----- Task data

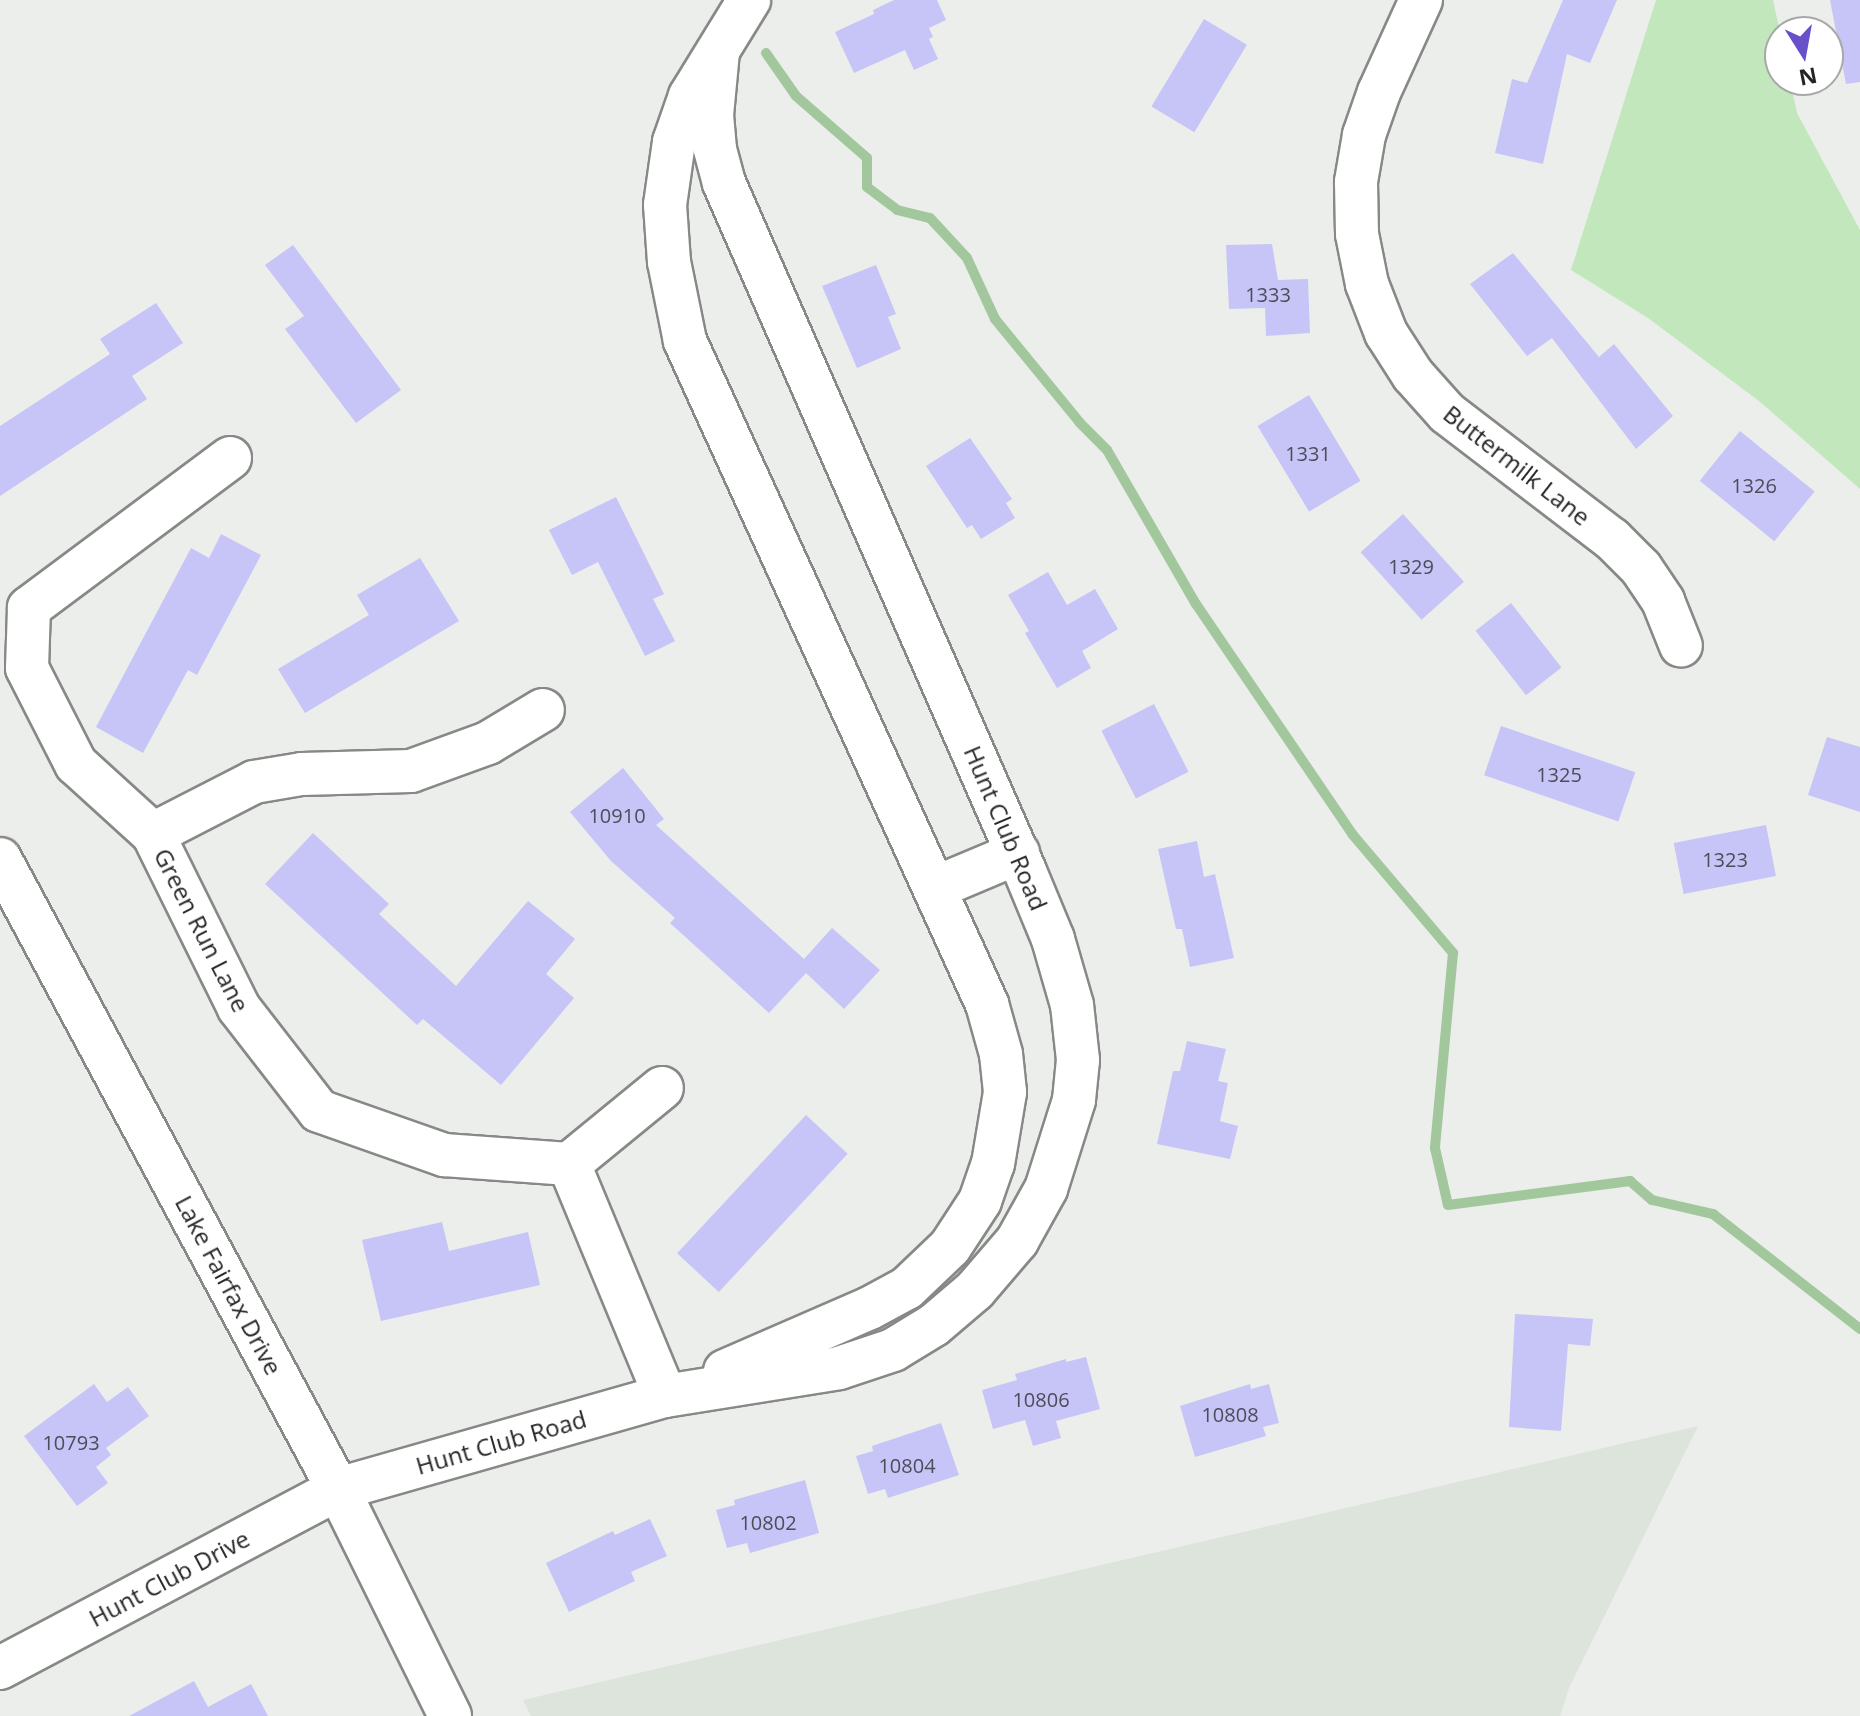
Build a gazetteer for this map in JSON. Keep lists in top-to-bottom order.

----------
----- Task data

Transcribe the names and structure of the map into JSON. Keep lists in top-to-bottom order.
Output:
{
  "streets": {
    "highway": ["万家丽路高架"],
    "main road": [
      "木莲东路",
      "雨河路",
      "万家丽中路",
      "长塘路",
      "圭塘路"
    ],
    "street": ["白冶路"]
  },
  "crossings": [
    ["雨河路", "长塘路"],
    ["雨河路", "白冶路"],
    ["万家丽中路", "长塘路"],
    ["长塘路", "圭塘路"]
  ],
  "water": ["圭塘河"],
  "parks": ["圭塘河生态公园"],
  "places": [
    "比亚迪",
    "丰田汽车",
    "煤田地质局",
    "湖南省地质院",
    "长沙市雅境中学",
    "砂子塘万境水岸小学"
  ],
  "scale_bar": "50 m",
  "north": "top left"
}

----------

Look through the entries above and say how many lines contain "order", giving nothing but the number.

2